Worst Jokes Ever
Can February march?
No, but April may.
your (DYM 38)
My sister lost two things today:
1: Her virginity.
2: Her job at the zoo.
Who is funnier, me or Gwen?
Mom!
Doin (DYM 41).
Q: What do you get from a two-legged cow? A: Lean beef.
Your (DYM 43).
I am sooooooo bored, Gwen, can you please get on, or anybody, since I'm weirdly obsessed with Gwen.
I took my mother-in-law out today...
I love being a sniper.
Your forehead is so fucking big, I had to call an Uber to get across the eyebrows to your hairline.
I know it's bad, sorry.
You're so white that when I turn off the lights, you're a night light.
Rachel won the lottery twice in two years. Her friend Jim called her every day asking for tips on winning, just the same. Then one day, simply to get rid of him, Rachel said, "Watch two martial arts movies, eat three pieces of hard beef jerky, and pick a fight at a bar."
Jim replied with a shocked look, "That's what I do after Mr. Tugman shakes my hand too long."

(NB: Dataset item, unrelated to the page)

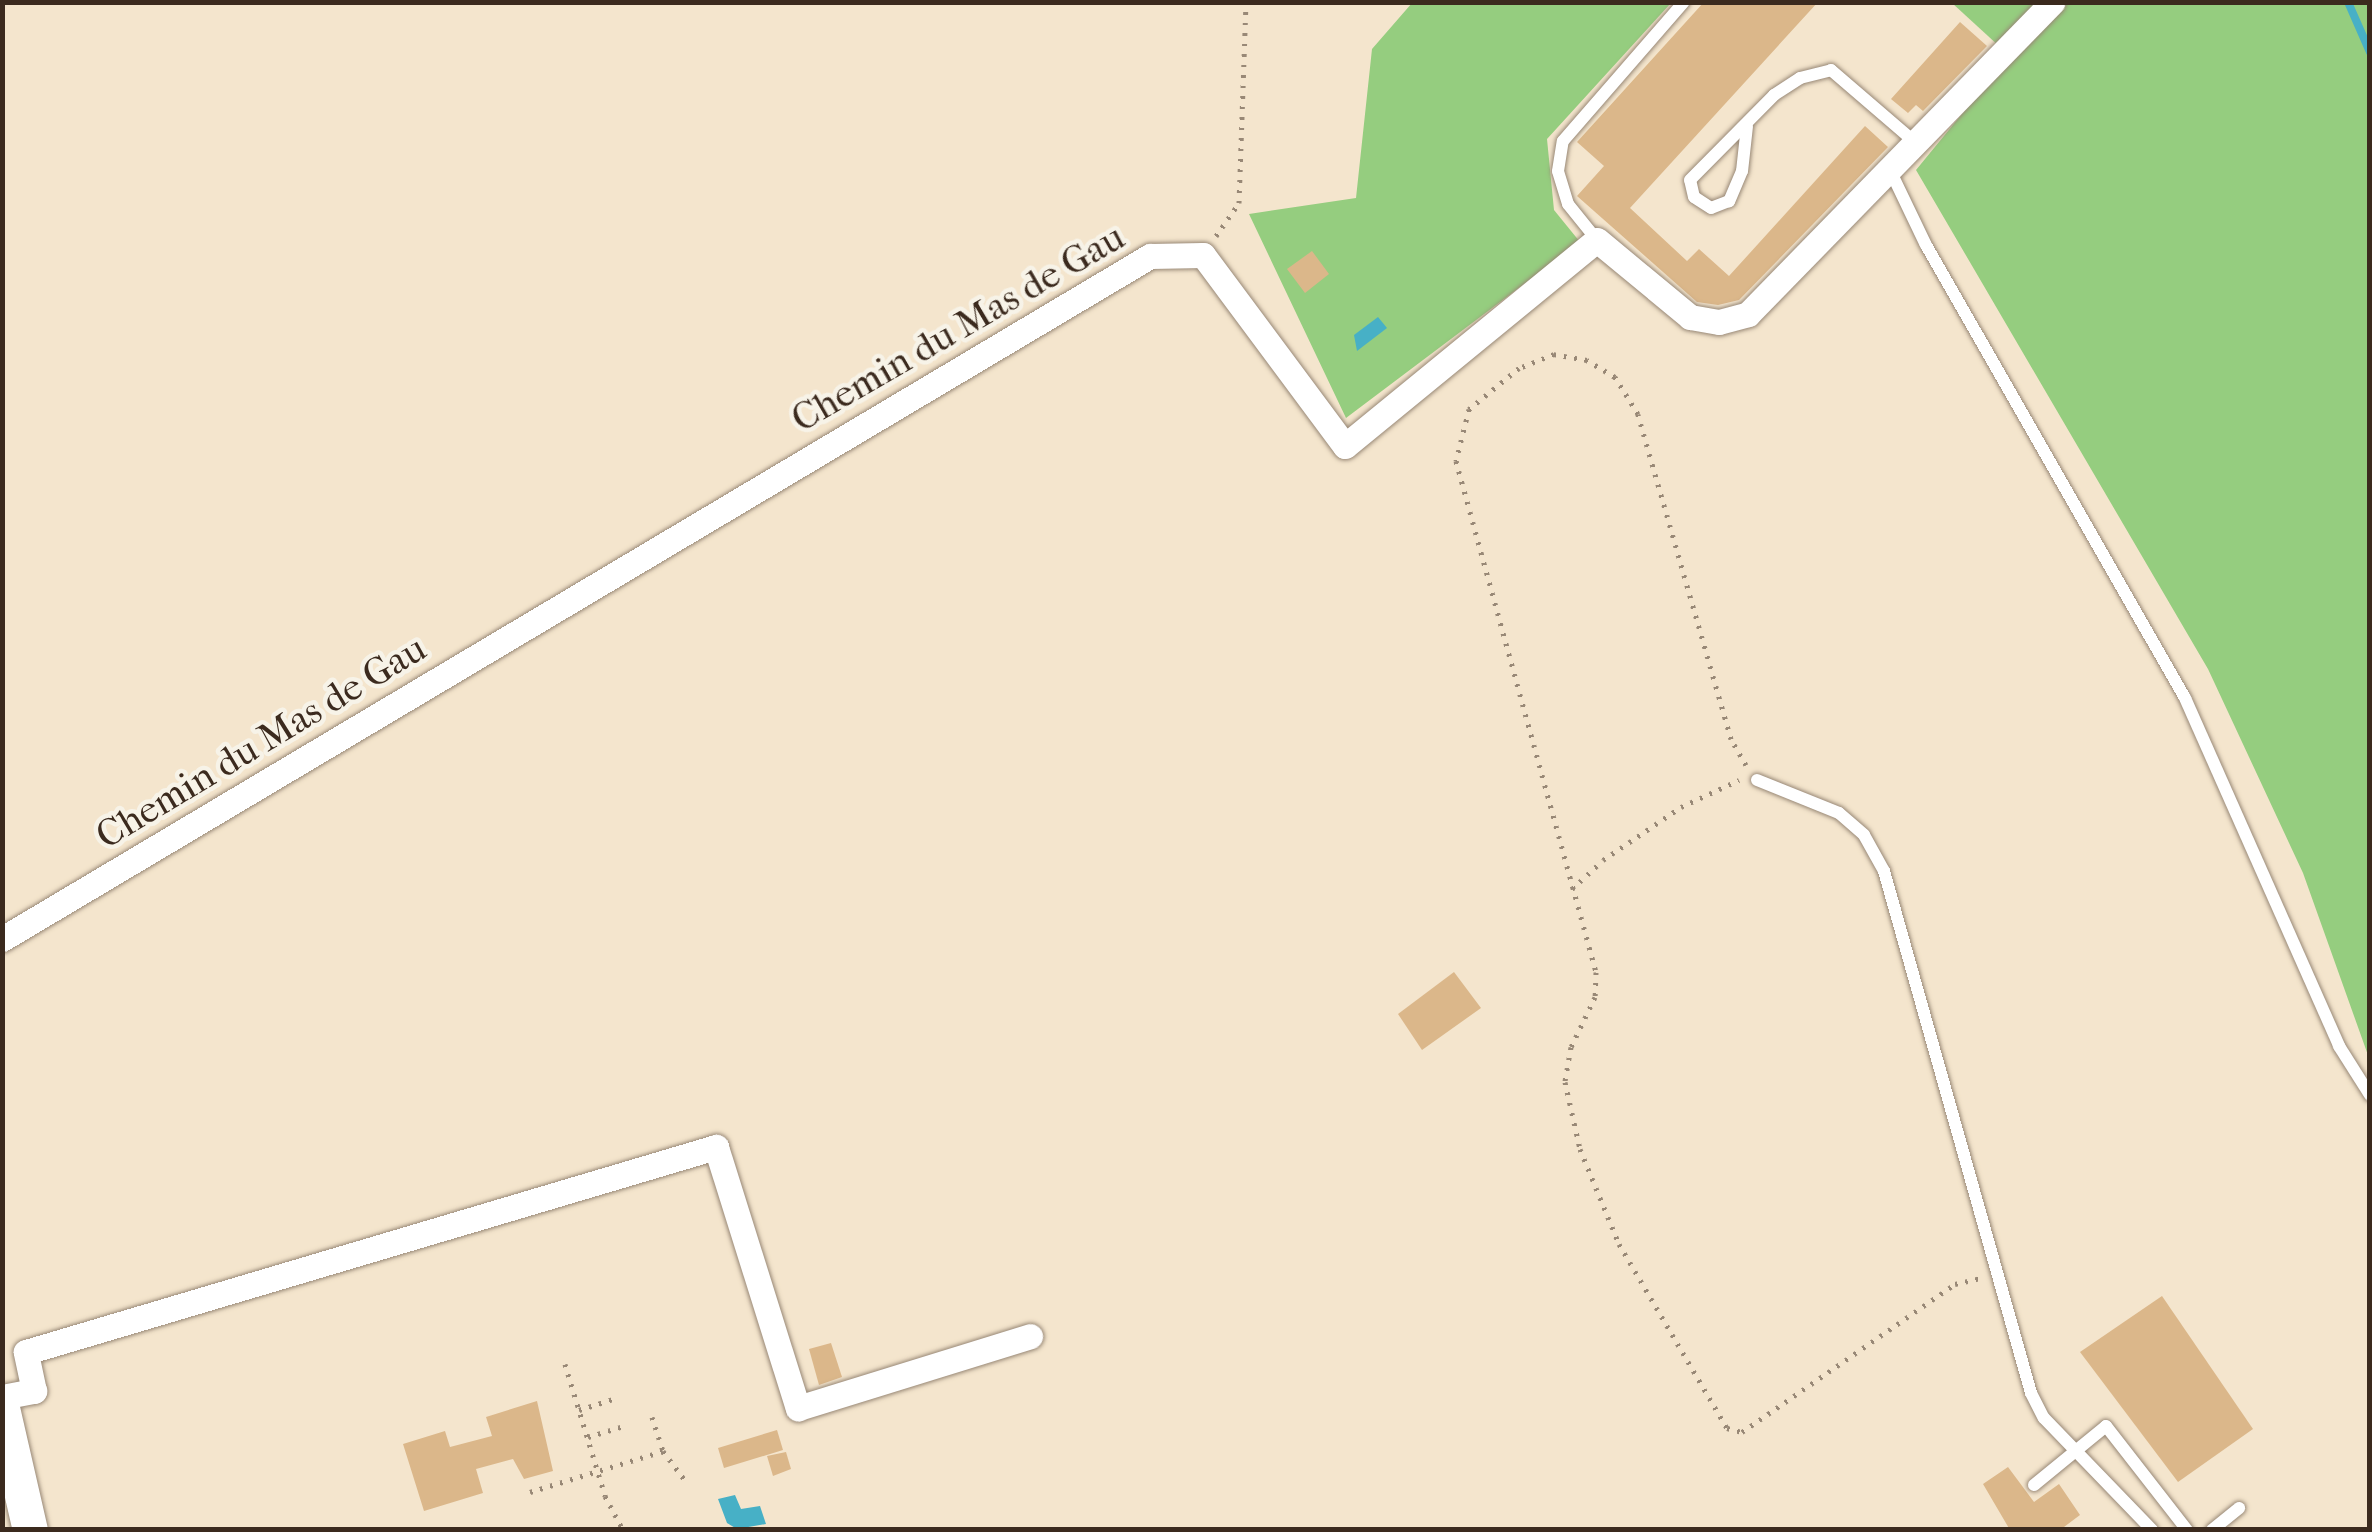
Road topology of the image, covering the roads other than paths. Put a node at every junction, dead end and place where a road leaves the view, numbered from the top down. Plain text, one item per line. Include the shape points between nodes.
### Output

Why was the belt placed under arrest?
For holding up a pair of pants. 🤣
Why can't orphans play baseball?
Because they can't find home.
So my friend died. I was at her casket. I said I'll see you on the other side, so I went to the other side of the casket.
When she says "parents aren't home" so you rush upstairs.
Your mama is so stupid, she made an appointment with Dr. Pepper.
Want to hear the worst joke ever? Then look in a mirror.
The average Irish person consumes 131.1 litres of beer, almost as much as your mum at night.